__PROBLEM TO WORK ON__: Your output should reproduce each entry exactly, with none of its pictures.
╭──
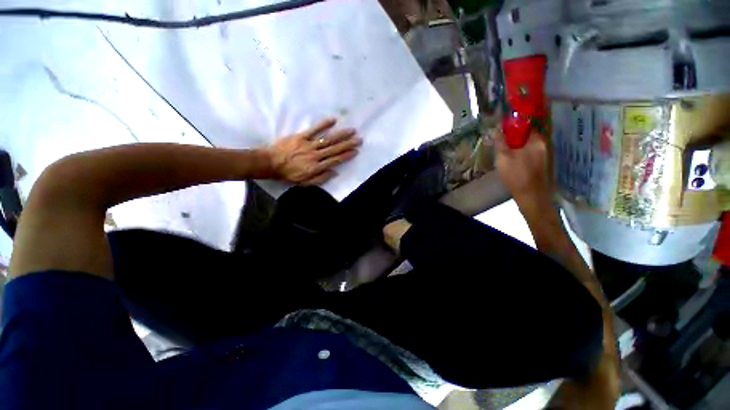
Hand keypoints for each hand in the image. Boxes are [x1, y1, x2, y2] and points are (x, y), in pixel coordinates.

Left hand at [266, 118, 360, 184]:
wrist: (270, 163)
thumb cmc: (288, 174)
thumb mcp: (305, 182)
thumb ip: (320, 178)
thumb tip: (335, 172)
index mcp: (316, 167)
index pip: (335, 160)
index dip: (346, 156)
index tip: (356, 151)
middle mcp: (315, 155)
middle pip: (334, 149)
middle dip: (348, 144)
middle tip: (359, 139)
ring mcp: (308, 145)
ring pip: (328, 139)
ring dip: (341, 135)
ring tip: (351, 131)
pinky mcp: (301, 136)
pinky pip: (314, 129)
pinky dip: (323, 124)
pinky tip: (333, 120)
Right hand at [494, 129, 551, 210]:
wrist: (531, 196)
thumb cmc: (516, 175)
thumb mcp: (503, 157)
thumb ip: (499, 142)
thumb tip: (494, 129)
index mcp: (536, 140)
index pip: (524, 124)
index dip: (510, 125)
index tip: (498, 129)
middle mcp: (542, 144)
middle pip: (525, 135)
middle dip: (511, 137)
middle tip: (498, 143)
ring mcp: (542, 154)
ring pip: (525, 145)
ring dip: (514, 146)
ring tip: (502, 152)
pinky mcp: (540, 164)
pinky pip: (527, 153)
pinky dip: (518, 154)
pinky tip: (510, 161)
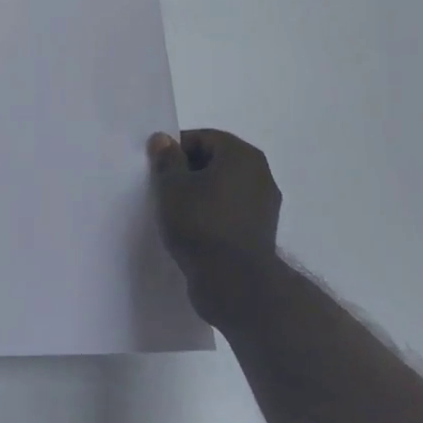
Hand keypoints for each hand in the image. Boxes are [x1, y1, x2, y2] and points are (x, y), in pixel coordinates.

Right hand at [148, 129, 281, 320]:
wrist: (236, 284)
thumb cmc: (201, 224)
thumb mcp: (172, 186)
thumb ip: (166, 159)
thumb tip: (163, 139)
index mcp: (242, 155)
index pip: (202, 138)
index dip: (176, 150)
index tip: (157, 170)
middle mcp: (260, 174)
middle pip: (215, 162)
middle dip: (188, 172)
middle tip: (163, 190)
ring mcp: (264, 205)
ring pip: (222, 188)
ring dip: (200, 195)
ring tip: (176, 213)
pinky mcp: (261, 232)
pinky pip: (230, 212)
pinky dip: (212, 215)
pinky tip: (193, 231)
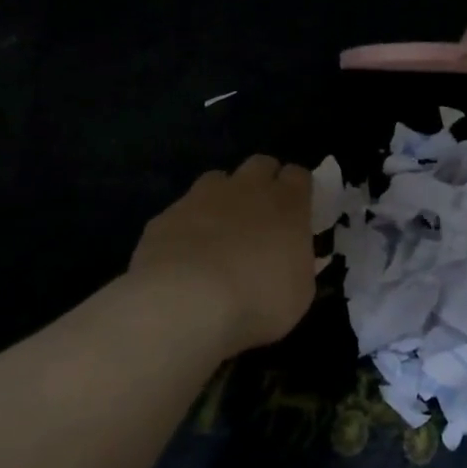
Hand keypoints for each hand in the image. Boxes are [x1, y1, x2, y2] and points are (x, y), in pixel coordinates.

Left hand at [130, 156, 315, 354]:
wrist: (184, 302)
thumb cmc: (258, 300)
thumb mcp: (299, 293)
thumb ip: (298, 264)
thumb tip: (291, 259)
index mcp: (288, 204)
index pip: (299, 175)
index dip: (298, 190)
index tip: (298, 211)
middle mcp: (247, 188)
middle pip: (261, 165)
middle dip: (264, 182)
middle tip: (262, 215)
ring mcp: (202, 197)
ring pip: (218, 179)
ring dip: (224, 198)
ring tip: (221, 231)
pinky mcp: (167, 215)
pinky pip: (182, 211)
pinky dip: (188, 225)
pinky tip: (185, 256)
╰──
__YOUR RESPONSE__:
Hand keypoints for each hand in the image. Boxes are [x1, y1, x2, y2] and points are (x, y), in pixel coordinates.

Left hand at [266, 118, 360, 184]:
wrist: (270, 163)
thumb cmc: (288, 174)
thumb mcp: (305, 182)
thumb ip: (320, 178)
thumb tip: (335, 172)
index mcp: (316, 167)
index pip: (335, 160)
index dip: (346, 156)
index tip: (356, 151)
middle mcp: (315, 155)
middle pip: (334, 149)
middle dip: (348, 144)
middle tip: (359, 139)
ring mcp: (308, 145)
ring pip: (328, 139)
ring dip: (341, 135)
ring tip: (351, 131)
pinky mcp: (301, 136)
pinky pip: (314, 129)
pinky dip: (323, 124)
pinky tip: (333, 120)
Right hand at [494, 129, 551, 210]:
wrist: (531, 196)
thumb cmc: (516, 175)
thumb mcp: (503, 157)
thumb ip: (499, 142)
thumb tip: (494, 129)
index mcp: (536, 140)
index pip: (524, 124)
index dip: (510, 125)
index tip: (498, 129)
middle mcp: (542, 144)
middle pip: (525, 135)
middle dip: (511, 137)
middle tip: (498, 143)
ring mcp: (542, 154)
ring pip: (525, 145)
ring dip: (514, 146)
ring tip: (502, 152)
pinky mcp: (540, 164)
pinky pip: (527, 153)
pinky dip: (518, 154)
pinky tip: (510, 161)
Hand keypoints for each hand in the image. Boxes are [x1, y1, x2, y2] and points are (x, y), in pixel coordinates.

Right hand at [148, 129, 281, 320]:
wrist: (236, 284)
thumb cmc: (201, 224)
thumb mcp: (172, 186)
thumb ip: (166, 159)
thumb tip: (163, 139)
index mcp: (242, 155)
index pip: (202, 138)
index dip: (176, 150)
index tip: (157, 170)
middle mcp: (260, 174)
middle pip: (215, 162)
middle dip: (188, 172)
middle tip: (163, 190)
ring mcp: (264, 205)
ring pip: (222, 188)
ring dip: (200, 195)
ring tip: (176, 213)
pinky mcp: (261, 232)
pinky pip: (230, 212)
pinky dip: (212, 215)
pinky tip: (193, 231)
Hand keypoints for each hand in the image. Boxes are [x1, y1, x2, y2] and points are (x, y), in pixel coordinates.

Left hand at [130, 156, 315, 354]:
wrist: (184, 302)
thumb cmc: (258, 300)
thumb mcp: (299, 293)
thumb ip: (298, 264)
thumb tip: (291, 259)
index mcp: (288, 204)
index pip: (299, 175)
index dip: (298, 190)
index tip: (298, 211)
middle mcp: (247, 188)
middle pip: (261, 165)
middle dip: (264, 182)
middle tip: (262, 215)
ring mcp: (202, 197)
ring pip: (218, 179)
ring dip: (224, 198)
ring tip: (221, 231)
pinky mcp: (167, 215)
pinky pip: (182, 211)
pinky dip: (188, 225)
pinky tip: (185, 256)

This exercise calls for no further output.